Dwitney is an educator who specialises in the creation of escape room games, digital scavenger hunts, murder mystery and team building games. Her company Urban Escapade hosts the experiences for groups of friends and colleagues, but she is also an online educator on the worldwide home education platform Outschool. Dwitney holds a Bachelor of Honours in History and Development Studies, an M.A. in Public History, and an M.A. in Globalization Studies. With this background in history and a love of all things historical, many of her games and experiences feature a historical setting.

Dwitney started teaching via Outschool shortly before the pandemic, when very few people were offering online escape rooms. She saw an example of a ThingLink escape room on Teachers Pay Teachers, themed around on Charles Dicken’s A Christmas Carol, and realised it had everything her team needed.

Dwitney’s OutSchool classes that she then launched using ThingLink were doing so well, that she launched her online game business full time, creating content using ThingLink.

“When we did ThingLink for the first time it just took off! I had done collaborations with colleges and universities and corporate events, creating team building games and murder mystery events and that kind of thing using it. So just grew and grew. Over the course of the pandemic we created 15 to 16 different projects.”

Dwitney Bethel, Urban Escapade

How this escape room was created

Dwitney had an initial concept of an escape room based on the Titanic, having recently watched a documentary about the ship. She realized that the ship would work well as the location of an escape room experience given the different areas that the users could move through – the deck, first, second and third class and so on. She was keen to create a new approach to exploring the ship and the events leading up to the sinking for students who would have seen the Titanic movie, as well as multiple CGI reproductions of the ship.

A history mystery escape room

Creating a “history mystery” seemed like a great way to allow students to explore the content with fresh eyes and in a more interactive and nuanced way. At all times Dwitney and her team have kept as faithful as possible to the design of the period and reflect in each “class” of the ship the realistic items that might have appeared there.

The escape room has weaved together historical fact with a fictional storyline that is engaging and exciting, as Dwitney puts it “a thin line of fact and fiction, which doesn’t go too much outside of the realm of possibility.” Dwitney’s team introduced a fictional “saboteur” character – which avoided the potential difficulty of the students having to assign blame for the tragedy on one of the real individuals involved. It was also very important to Dwitney and her team that they respect the real event and the people that lost their lives.

Teaching analytical skills in ThingLink

The escape room demonstrates to students the importance of assessing evidence in an objective way.

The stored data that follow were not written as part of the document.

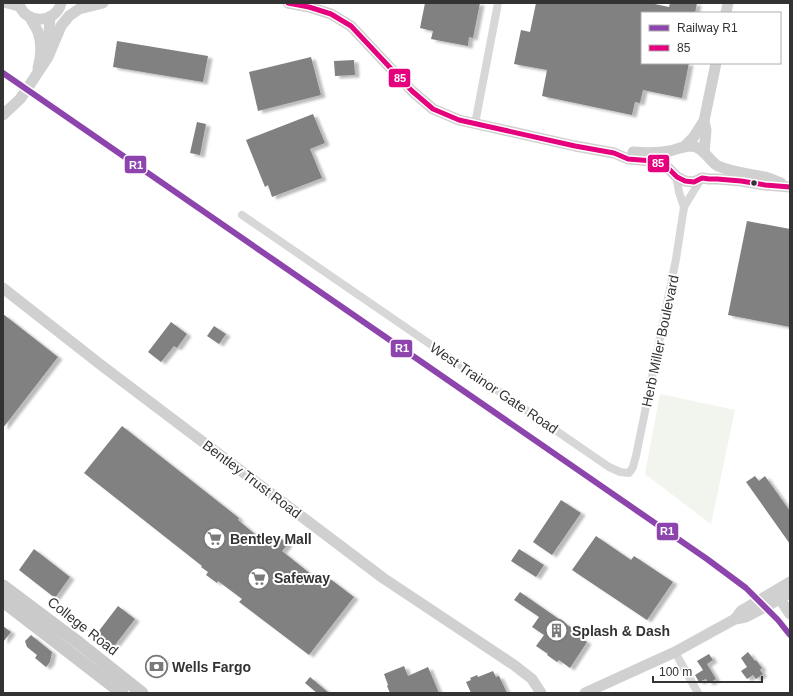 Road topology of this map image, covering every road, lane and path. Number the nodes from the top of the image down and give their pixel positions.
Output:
1 (7, 3) edge
2 (104, 3) edge
3 (288, 3) edge
4 (498, 3) edge
5 (63, 4) edge
6 (19, 5) edge
7 (30, 17) junction
8 (50, 18) junction
9 (48, 57) junction
10 (716, 64) edge
11 (36, 75) junction
12 (3, 115) edge
13 (704, 121) junction
14 (475, 124) junction
15 (683, 147) junction
16 (614, 153) junction
17 (705, 153) junction
18 (675, 174) junction
19 (701, 178) junction
20 (790, 187) edge
21 (684, 207) junction
22 (242, 215) dead end
23 (3, 288) edge
24 (629, 473) joint
25 (790, 582) edge
26 (3, 586) edge
27 (790, 587) edge
28 (790, 592) edge
29 (780, 599) junction
30 (3, 601) edge
31 (790, 614) edge
32 (736, 619) junction
33 (674, 652) junction
34 (122, 693) edge
35 (142, 693) edge
36 (541, 693) edge
37 (585, 693) edge
38 (698, 693) edge

1 - 6 street
2 - 9 street
3 - 14 street
4 - 14 street
5 - 8 street
6 - 7 street
7 - 8 street
7 - 11 street
8 - 9 street
9 - 11 street
10 - 13 street, Herb Miller Boulevard
11 - 12 street
13 - 15 street, Herb Miller Boulevard
13 - 17 street, Herb Miller Boulevard
14 - 16 street
15 - 16 street
15 - 17 street
15 - 18 street, Herb Miller Boulevard
16 - 18 street
17 - 19 street, Herb Miller Boulevard
17 - 20 street
18 - 19 street
18 - 21 street, Herb Miller Boulevard
19 - 20 street
19 - 21 street, Herb Miller Boulevard
21 - 24 street, Herb Miller Boulevard
22 - 24 street, West Trainor Gate Road
23 - 36 street, Bentley Trust Road
25 - 32 street
26 - 35 main road, College Road
27 - 29 street
28 - 29 street
29 - 31 street
29 - 32 street
30 - 34 main road, College Road
32 - 33 street
33 - 37 street
33 - 38 street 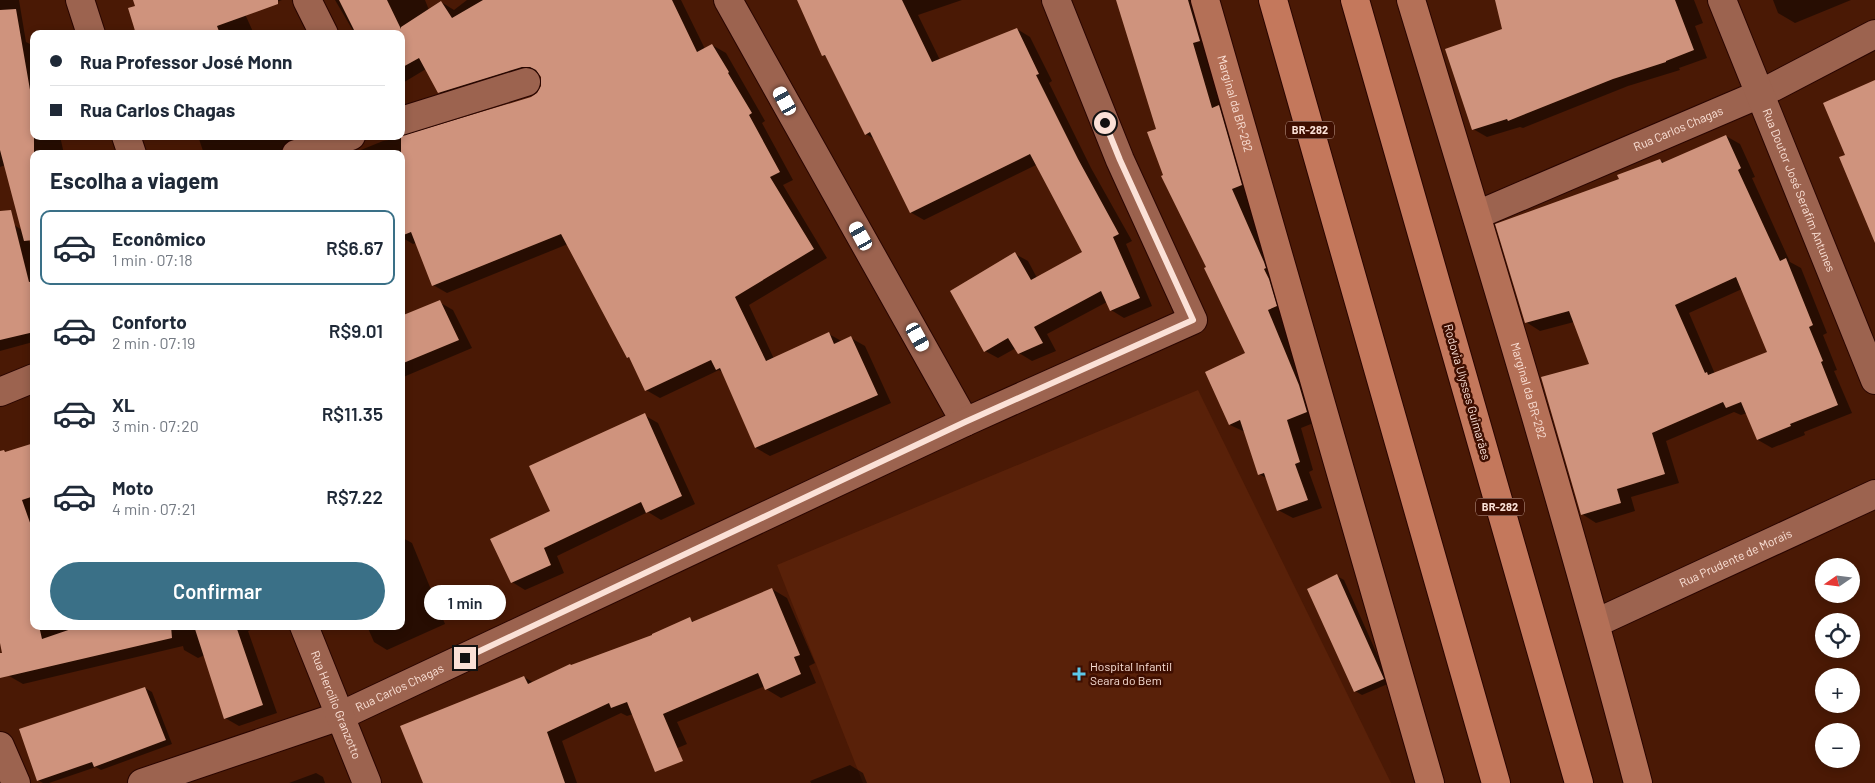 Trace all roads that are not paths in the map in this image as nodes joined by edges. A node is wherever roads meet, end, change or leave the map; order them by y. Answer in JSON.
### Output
{"nodes":[{"id":1,"x":80,"y":0,"type":"edge"},
{"id":2,"x":307,"y":0,"type":"edge"},
{"id":3,"x":728,"y":0,"type":"edge"},
{"id":4,"x":1056,"y":0,"type":"edge"},
{"id":5,"x":1205,"y":0,"type":"edge"},
{"id":6,"x":1273,"y":0,"type":"edge"},
{"id":7,"x":1354,"y":0,"type":"edge"},
{"id":8,"x":1411,"y":0,"type":"edge"},
{"id":9,"x":1722,"y":0,"type":"edge"},
{"id":10,"x":91,"y":30,"type":"edge"},
{"id":11,"x":322,"y":30,"type":"edge"},
{"id":12,"x":1875,"y":34,"type":"edge"},
{"id":13,"x":526,"y":82,"type":"dead end"},
{"id":14,"x":1760,"y":94,"type":"junction"},
{"id":15,"x":405,"y":120,"type":"edge"},
{"id":16,"x":339,"y":140,"type":"edge"},
{"id":17,"x":308,"y":150,"type":"edge"},
{"id":18,"x":1477,"y":215,"type":"junction"},
{"id":19,"x":30,"y":380,"type":"edge"},
{"id":20,"x":1875,"y":380,"type":"edge"},
{"id":21,"x":0,"y":392,"type":"edge"},
{"id":22,"x":965,"y":422,"type":"junction"},
{"id":23,"x":1875,"y":494,"type":"edge"},
{"id":24,"x":1596,"y":623,"type":"junction"},
{"id":25,"x":306,"y":630,"type":"edge"},
{"id":26,"x":340,"y":716,"type":"junction"},
{"id":27,"x":0,"y":746,"type":"edge"},
{"id":28,"x":16,"y":783,"type":"edge"},
{"id":29,"x":142,"y":783,"type":"edge"},
{"id":30,"x":367,"y":783,"type":"edge"},
{"id":31,"x":1430,"y":783,"type":"edge"},
{"id":32,"x":1496,"y":783,"type":"edge"},
{"id":33,"x":1580,"y":783,"type":"edge"},
{"id":34,"x":1638,"y":783,"type":"edge"}],
"edges":[{"from":1,"to":10,"type":"street"},
{"from":2,"to":11,"type":"street"},
{"from":3,"to":22,"type":"street"},
{"from":4,"to":22,"type":"street","name":"Rua Carlos Chagas"},
{"from":5,"to":31,"type":"main road","name":"Marginal da BR-282"},
{"from":6,"to":32,"type":"highway","number":"BR-282"},
{"from":7,"to":33,"type":"highway","name":"Rodovia Ulysses Guimarães","number":"BR-282"},
{"from":8,"to":18,"type":"main road","name":"Marginal da BR-282"},
{"from":9,"to":14,"type":"street","name":"Rua Doutor José Serafim Antunes"},
{"from":12,"to":14,"type":"street","name":"Rua Carlos Chagas"},
{"from":13,"to":15,"type":"street"},
{"from":14,"to":18,"type":"street","name":"Rua Carlos Chagas"},
{"from":14,"to":20,"type":"street","name":"Rua Doutor José Serafim Antunes"},
{"from":16,"to":17,"type":"street"},
{"from":18,"to":24,"type":"main road","name":"Marginal da BR-282"},
{"from":19,"to":21,"type":"street"},
{"from":22,"to":26,"type":"street","name":"Rua Carlos Chagas"},
{"from":23,"to":24,"type":"street","name":"Rua Prudente de Morais"},
{"from":24,"to":34,"type":"main road","name":"Marginal da BR-282"},
{"from":25,"to":26,"type":"street","name":"Rua Hercílio Granzotto"},
{"from":26,"to":29,"type":"street","name":"Rua Carlos Chagas"},
{"from":26,"to":30,"type":"street","name":"Rua Hercílio Granzotto"},
{"from":27,"to":28,"type":"street"}]}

Dwitney wanted to show how evidence could be manipulated, and landed on the idea of a faked weather report. Students go through a simulation of one day during the voyage to explore witness statements, transmissions, newspapers and other primary source documents. Every piece of evidence is found by exploring the tags throughout the scenes, which may contain images, text, music or videos. Whilst working through the puzzles, additional help and support is provided by an animated AI assistant who provides additional evidence that he has “discovered”.

Scenario Builder: Perfect tool for creating multi-linear learning

Whilst working on the renders, Dwitney heard about ThingLink’s new Scenario Builder tool. She had been keen to add some sort of timer to her games but this wasn’t possible using the main ThingLink editor. Having explored what Scenario Builder was capable of creating, Dwitney realised that the format would provide the ideal way for students to explore the ship their way, without being told where to go next. They can move between floors in a “choose your own adventure” way, using multi-linear paths and using their reasoning skills to deduct where they should go next. A wrong decision has consequences, such as not being able to reach the lifeboats in time.

“We decided; let’s fictionalise the mystery part of it, but do it in a way where they can still go through the historical accounts. We wanted to do a mix of puzzles as well as trivia questions as well as just exploring stuff. So we added videos and clips and a lot of multimedia – to make it innovative and fun.”

Dwitney Bethel, Urban Escapade

Designing the graphic elements of the escape room

Dwitney works remotely with an architectural designer who creates the 360 renders using Sketchup, although a similar 360 scene could be created easily using Skybox. The AI assistant was created very simply using Canva, with a video on a loop and an audio file added which Dwitney had created using a text-to-speech converter. She also used Canva for creating much of the imagery and pieces of evidence.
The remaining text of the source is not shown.